There are a couple of shortcomings to the study as well: the anatomical location of sites that failed to disrupt speech was not recorded in detail, so that the probabilistic aspect of the cortical maps presented here only applies at the level of entire gyri. Also, by mapping stimulation sites to a template rather than to the patients’ own cortical anatomy, the authors “discarded” information that would have been helpful to investigate the variability of anatomical-functional relationships in the human cortex. Nevertheless, these minor drawbacks do not diminish the major significance of the present study in any respect.
Future perspectives
Is there a chance that functional brain mapping with non-invasive methods will one day allow physicians to dispense with direct cortical stimulation? Not according to corresponding author Professor Hugues Duffau:
“Non-invasive brain mapping using functional neuroimaging will never be able to localize language functions as accurately as invasive stimulation, because fMRI or DTI [diffusion tensor imaging, a technique that uses MRI to image fiber tracts in the brain’s white matter] are only able to provide indirect information on brain processes.”

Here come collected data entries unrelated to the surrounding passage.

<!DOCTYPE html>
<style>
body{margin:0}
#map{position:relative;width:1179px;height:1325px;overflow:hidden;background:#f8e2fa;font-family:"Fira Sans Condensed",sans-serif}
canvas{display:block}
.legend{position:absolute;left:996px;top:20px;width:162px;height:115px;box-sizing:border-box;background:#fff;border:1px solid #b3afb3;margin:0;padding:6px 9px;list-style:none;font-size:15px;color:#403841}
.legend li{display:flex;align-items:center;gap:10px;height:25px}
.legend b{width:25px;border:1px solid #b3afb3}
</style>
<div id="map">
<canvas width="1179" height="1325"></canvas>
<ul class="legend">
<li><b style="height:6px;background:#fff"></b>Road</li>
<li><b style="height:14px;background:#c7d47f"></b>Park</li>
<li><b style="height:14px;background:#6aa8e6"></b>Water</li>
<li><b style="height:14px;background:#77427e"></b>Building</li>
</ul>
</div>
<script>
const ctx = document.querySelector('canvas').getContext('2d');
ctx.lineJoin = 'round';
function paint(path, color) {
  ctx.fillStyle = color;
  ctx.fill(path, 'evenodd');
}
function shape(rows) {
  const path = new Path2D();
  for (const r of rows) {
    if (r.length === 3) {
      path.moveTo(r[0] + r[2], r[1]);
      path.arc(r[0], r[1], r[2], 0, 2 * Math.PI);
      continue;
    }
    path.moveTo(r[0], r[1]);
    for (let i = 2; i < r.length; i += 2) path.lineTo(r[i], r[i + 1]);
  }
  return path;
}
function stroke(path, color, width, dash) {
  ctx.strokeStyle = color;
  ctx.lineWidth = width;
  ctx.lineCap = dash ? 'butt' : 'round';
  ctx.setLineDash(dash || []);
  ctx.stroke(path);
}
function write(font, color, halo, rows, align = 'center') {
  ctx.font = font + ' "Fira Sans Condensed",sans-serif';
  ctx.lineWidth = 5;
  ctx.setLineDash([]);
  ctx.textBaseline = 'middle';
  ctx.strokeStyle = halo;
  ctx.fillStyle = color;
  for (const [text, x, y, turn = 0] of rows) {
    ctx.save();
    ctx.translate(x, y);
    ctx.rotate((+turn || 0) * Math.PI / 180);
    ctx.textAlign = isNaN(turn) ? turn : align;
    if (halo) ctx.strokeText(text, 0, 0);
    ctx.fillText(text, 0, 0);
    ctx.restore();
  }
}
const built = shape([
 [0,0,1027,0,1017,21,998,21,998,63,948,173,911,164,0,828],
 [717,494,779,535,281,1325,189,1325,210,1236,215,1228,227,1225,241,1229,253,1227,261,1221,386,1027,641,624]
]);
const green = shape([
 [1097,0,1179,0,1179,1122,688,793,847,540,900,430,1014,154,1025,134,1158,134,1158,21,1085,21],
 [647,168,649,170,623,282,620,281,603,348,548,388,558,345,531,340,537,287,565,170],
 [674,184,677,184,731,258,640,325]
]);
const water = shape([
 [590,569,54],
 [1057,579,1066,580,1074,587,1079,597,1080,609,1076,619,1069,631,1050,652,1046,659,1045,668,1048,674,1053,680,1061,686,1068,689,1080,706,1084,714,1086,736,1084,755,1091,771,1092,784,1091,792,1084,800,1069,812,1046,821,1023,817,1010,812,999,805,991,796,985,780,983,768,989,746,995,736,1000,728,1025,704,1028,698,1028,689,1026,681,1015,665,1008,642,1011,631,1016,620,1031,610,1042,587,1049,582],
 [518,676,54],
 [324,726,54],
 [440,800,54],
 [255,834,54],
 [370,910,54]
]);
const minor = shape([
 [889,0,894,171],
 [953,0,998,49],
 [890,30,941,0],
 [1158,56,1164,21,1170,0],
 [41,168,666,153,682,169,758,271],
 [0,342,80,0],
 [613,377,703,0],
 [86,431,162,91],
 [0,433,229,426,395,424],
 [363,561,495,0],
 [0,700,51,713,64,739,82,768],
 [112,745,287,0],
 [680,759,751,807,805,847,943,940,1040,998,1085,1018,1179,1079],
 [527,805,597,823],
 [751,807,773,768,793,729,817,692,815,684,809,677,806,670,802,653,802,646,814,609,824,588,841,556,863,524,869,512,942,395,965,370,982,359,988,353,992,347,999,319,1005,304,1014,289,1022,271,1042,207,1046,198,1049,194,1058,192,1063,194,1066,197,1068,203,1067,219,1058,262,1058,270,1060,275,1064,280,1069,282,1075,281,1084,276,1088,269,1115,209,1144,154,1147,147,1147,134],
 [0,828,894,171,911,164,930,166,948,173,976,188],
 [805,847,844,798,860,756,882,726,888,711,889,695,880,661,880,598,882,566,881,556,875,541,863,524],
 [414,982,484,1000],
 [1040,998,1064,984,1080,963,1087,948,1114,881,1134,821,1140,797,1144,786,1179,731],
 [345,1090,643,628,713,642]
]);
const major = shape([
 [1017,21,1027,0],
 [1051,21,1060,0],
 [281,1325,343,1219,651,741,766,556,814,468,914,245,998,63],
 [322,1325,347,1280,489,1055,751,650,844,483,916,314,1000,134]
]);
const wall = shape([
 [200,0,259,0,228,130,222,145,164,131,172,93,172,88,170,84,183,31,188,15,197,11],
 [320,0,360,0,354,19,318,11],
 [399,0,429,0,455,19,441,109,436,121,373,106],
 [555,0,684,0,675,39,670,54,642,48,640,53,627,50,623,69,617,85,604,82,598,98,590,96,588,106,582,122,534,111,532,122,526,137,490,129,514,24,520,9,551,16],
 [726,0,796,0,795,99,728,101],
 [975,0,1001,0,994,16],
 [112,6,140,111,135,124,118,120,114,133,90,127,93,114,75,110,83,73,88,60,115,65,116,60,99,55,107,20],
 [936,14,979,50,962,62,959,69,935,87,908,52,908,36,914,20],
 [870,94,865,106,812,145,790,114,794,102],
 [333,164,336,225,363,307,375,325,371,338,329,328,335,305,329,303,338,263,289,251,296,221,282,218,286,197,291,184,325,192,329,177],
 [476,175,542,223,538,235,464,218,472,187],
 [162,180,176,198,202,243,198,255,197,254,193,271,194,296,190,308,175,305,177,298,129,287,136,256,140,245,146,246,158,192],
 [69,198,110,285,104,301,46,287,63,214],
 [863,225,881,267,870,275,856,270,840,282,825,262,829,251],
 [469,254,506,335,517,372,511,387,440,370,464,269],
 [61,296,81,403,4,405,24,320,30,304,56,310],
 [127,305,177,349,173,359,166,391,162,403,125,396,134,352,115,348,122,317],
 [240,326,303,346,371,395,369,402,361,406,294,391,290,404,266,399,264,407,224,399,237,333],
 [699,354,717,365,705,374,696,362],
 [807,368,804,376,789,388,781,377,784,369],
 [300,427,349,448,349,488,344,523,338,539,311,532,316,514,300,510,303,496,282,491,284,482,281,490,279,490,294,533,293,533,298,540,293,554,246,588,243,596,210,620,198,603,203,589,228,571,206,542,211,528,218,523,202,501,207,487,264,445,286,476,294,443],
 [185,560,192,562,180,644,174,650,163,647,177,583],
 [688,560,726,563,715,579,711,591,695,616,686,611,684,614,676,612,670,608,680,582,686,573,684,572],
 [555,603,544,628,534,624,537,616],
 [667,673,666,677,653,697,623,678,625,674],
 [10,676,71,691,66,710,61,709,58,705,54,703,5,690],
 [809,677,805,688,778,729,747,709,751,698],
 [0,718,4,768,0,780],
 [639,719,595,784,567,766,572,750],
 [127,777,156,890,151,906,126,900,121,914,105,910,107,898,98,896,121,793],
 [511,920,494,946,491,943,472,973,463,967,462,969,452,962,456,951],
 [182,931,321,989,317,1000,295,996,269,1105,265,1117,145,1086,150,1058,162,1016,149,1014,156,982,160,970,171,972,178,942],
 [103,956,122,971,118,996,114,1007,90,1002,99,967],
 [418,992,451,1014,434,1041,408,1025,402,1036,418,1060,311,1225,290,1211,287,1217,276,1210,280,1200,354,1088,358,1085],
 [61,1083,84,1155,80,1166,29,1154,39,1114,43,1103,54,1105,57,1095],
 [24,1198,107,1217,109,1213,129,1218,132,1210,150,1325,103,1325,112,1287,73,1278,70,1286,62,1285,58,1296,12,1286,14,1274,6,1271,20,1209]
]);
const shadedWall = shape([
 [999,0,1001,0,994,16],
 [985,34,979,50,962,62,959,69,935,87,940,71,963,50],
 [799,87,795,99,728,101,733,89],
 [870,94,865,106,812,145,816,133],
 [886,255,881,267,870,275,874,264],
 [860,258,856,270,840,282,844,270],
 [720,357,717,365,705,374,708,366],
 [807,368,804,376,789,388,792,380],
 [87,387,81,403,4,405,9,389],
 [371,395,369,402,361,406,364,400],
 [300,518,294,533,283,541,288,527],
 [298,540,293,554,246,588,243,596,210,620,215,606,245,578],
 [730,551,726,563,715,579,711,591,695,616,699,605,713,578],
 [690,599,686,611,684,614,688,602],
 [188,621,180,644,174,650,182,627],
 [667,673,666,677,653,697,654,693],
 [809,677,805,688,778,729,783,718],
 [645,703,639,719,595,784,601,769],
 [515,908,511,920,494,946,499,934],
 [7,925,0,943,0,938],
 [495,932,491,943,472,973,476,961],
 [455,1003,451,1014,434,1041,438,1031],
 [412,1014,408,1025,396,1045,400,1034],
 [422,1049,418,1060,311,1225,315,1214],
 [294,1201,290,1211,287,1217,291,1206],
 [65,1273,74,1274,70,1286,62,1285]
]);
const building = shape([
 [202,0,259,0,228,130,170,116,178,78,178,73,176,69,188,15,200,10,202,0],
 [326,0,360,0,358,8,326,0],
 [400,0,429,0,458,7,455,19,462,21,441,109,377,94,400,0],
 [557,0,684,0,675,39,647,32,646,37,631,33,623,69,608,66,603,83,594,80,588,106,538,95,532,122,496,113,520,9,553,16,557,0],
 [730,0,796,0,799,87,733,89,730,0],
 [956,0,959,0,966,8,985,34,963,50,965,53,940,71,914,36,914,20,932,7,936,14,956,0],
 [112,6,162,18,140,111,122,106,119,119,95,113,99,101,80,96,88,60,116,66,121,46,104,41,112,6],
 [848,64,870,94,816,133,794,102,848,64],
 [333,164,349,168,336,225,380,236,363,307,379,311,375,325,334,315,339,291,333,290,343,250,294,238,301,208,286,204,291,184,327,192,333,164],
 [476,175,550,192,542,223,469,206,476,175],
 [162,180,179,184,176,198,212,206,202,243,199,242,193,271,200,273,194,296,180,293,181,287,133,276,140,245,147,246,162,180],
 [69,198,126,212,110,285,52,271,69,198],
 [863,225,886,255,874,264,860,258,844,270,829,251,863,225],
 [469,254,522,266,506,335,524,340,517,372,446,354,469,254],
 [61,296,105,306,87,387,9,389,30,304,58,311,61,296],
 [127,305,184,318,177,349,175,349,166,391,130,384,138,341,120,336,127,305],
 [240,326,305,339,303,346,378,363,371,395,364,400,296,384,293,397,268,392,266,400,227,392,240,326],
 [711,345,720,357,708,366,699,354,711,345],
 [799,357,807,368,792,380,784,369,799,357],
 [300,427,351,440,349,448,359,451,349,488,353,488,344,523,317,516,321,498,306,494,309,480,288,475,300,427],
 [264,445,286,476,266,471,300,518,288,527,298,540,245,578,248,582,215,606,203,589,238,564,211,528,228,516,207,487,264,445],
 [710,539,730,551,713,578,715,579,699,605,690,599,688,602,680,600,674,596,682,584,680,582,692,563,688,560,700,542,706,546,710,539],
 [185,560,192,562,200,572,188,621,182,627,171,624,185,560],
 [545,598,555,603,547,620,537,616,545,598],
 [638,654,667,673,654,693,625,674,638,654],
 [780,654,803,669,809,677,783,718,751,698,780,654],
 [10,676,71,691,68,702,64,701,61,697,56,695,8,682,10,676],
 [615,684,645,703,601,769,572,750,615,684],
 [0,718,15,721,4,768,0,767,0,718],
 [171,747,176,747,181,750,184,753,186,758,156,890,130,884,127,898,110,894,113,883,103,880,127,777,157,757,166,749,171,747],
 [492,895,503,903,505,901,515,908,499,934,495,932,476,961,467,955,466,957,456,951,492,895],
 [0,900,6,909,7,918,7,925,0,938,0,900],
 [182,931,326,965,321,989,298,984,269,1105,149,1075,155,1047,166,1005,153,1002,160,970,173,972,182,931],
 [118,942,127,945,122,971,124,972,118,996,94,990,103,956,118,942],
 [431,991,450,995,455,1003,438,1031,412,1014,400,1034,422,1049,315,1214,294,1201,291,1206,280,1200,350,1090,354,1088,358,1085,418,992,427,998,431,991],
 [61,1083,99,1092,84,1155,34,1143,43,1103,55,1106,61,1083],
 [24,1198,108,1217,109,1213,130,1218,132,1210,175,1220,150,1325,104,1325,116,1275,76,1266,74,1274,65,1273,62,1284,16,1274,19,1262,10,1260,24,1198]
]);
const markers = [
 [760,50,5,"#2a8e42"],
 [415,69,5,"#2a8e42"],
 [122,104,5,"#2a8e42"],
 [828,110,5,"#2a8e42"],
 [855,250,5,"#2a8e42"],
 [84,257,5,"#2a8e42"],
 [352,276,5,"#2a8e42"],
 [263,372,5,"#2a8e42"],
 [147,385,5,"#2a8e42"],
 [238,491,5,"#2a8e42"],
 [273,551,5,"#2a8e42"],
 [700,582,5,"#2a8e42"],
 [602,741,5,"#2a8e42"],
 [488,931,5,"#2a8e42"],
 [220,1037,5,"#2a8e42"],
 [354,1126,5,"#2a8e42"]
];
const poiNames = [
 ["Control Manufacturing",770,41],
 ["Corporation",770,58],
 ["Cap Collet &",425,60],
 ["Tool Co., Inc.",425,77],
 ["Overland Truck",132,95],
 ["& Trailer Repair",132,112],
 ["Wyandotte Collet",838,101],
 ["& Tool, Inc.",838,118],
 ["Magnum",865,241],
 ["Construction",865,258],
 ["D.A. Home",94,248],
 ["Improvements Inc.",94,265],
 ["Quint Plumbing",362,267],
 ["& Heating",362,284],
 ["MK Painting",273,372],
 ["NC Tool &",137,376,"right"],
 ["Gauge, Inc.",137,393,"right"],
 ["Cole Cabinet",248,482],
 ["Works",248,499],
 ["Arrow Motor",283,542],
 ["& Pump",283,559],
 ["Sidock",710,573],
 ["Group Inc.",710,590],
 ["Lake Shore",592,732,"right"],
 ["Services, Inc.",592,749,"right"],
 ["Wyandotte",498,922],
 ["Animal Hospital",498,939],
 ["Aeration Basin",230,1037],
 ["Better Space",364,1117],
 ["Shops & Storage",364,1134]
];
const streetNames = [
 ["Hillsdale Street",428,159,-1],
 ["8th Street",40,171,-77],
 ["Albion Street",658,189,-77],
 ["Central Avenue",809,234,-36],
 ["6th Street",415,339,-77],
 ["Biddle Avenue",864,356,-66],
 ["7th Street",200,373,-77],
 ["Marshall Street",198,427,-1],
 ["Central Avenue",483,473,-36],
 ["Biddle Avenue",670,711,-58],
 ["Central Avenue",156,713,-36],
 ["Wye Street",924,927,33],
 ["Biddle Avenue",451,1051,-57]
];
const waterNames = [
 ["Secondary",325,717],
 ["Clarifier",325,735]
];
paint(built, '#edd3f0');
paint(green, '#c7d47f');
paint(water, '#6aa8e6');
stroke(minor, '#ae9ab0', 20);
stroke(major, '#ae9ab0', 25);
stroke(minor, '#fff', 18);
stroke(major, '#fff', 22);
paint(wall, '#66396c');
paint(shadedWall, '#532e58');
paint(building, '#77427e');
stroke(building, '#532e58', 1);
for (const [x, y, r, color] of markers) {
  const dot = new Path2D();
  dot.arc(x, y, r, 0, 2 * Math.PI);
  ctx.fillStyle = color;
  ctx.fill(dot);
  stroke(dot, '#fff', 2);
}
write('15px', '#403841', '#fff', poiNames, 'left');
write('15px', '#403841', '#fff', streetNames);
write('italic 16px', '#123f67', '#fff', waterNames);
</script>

Another frequently highlighted difference between fMRI and direct stimulation studies of cognitive functions is that the former reveals all the cerebral areas that participate in a given task, whereas the latter focuses on those that are absolutely necessary in order to accomplish it, and is thus the preferred approach in the specific situation of neurosurgery.

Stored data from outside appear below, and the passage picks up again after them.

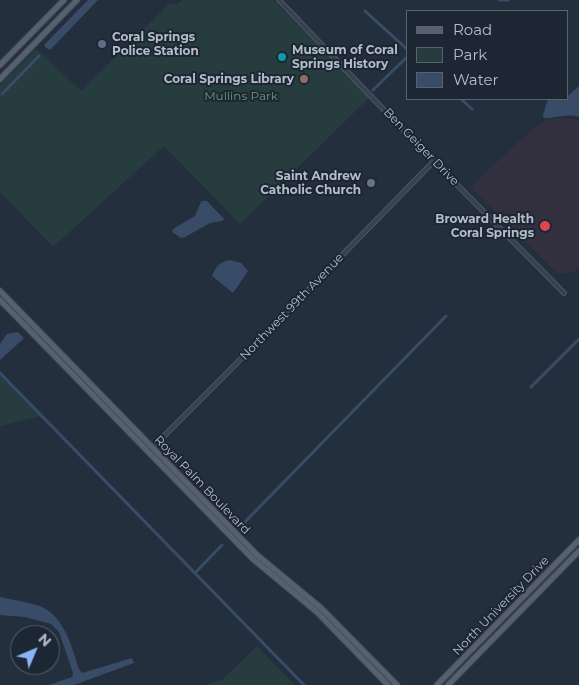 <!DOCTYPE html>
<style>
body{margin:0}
#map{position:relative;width:579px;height:685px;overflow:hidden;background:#242f3e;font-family:Montserrat,sans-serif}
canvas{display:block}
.legend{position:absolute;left:406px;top:10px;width:162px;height:90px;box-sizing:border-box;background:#1d2633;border:1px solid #59626f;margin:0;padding:6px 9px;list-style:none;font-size:15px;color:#b4bcc9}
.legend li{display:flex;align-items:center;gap:10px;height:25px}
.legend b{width:25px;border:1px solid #59626f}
.north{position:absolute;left:10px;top:625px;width:50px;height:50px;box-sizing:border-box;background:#1d2633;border:1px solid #59626f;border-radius:50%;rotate:45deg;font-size:14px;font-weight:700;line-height:20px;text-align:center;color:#b4bcc9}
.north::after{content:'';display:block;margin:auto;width:18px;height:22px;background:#8ab4f8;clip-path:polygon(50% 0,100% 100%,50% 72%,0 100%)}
</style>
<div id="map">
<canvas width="579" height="685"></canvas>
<ul class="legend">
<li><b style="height:6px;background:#56606e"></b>Road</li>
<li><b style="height:14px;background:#263c3f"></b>Park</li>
<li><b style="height:14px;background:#394c67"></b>Water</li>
</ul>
<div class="north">N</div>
</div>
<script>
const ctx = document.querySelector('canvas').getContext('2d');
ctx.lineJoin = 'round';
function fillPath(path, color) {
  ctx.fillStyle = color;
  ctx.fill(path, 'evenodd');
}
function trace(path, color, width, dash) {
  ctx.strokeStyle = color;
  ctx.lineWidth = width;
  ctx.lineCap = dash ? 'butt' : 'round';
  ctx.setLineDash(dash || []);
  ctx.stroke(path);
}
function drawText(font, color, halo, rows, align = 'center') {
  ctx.font = font + ' Montserrat,sans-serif';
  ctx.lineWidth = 4;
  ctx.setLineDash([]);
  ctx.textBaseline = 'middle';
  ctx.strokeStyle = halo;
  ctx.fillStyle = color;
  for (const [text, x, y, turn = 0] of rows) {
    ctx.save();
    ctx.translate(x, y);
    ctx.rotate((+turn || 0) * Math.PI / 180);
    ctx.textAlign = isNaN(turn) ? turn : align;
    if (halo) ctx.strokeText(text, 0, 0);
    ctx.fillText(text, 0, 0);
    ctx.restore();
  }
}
fillPath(new Path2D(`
 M559,118l16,1 4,2v145l-7,7h-15l-86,-86 48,-46 18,-15 11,-6z`), '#32303f');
fillPath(new Path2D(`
 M183,0h90l97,97 -130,127 -76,-78 -111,101 -53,-55v-107l36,-36 45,42 89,-88 6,2z
 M0,375l40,41 -40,10z
 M257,646l38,39h-90l18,-6z`), '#263c3f');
fillPath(new Path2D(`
 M88,0h10l-48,50 -6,-4 1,-2z
 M579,86v31c-14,-4 -23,2 -35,1l-1,-3 5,-16h20v-3z
 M203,201h4l17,18 -2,2 -12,2 -25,14 -4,1 -9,-6 1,-3 22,-13 6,-14z
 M230,260l11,3 7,8 -15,22 -21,-17c4,-10 8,-14 18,-16z
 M18,332l6,6 -1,1 -23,21v-16l7,-10z
 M0,597c13,3 29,5 42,10 23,11 30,41 37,62l3,4 50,-15 2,5 -60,22h-25l23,-8 1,-4 -14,-41 -8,-8 -26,-7 -25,-2z`), '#394c67');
trace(new Path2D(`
 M499,0h9
 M365,11l43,39
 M373,90l35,-34
 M2,94l37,-38
 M461,99l11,10
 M0,373l304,312
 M531,387l48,-48
 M239,528l207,-212
 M195,573l27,-28`), '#394c67', 3);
const minor = new Path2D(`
 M279,0l126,132 159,161
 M148,452l79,-79 207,-212`);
const major = new Path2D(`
 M0,65l64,-65
 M0,79l77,-79
 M0,291l257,264 64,53 76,77
 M0,300l253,259 64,53 71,73
 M437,685l142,-145
 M448,685l131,-134`);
trace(minor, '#565f6c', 5.5);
trace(major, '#414a57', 7);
trace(minor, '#38414e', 4);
trace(major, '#56606e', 5);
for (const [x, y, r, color] of [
 [102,44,5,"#5c6f8a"],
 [282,57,5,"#0f9aa8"],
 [304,79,5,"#8d6e63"],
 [371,183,5,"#6b7280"],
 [545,226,6,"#e0444e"]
]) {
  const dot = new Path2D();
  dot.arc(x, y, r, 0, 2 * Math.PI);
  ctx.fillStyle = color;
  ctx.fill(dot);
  trace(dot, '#1d2633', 2);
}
drawText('bold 12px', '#b4bcc9', '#1d2633', [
 ["Coral Springs",112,37,"left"],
 ["Police Station",112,51,"left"],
 ["Museum of Coral",292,50,"left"],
 ["Springs History",292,64,"left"],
 ["Coral Springs Library",294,79],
 ["Saint Andrew",361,176],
 ["Catholic Church",361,190],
 ["Broward Health",534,219],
 ["Coral Springs",534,233]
], 'right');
drawText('12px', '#6b9a76', '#1d2633', [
 ["Mullins Park",241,96]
]);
drawText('12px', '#b4bcc9', '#1d2633', [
 ["Ben Geiger Drive",421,147,46],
 ["Northwest 99th Avenue",292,307,-46],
 ["Royal Palm Boulevard",202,485,46],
 ["North University Drive",501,606,-46]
]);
</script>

Direct cortical stimulation is not limited to the exploration of speech production: Prof. Duffau and his team have also probed the anatomical correlates of semantic and syntactic processing, visual-verbal congruence judgments, spatial awareness, mentalistic inferences (the attribution of mental states to others), and the anatomical correlates of consciousness. More generally, direct electrical stimulation of the brain offers unique insights into the localization of neurological and cognitive functions in humans, and future studies will likely continue to enrich our understanding of the human brain’s anatomical and functional organization.
Any views expressed are those of the author, and do not necessarily reflect those of PLOS.
References
Tate MC, Herbet G, Moritz-Gasser S, Tate JE, Duffau H. Probabilistic map of critical functional regions of the human cerebral cortex: Broca’s area revisited. Brain. 2014 Oct;137(Pt 10):2773-82. doi: 10.1093/brain/awu168.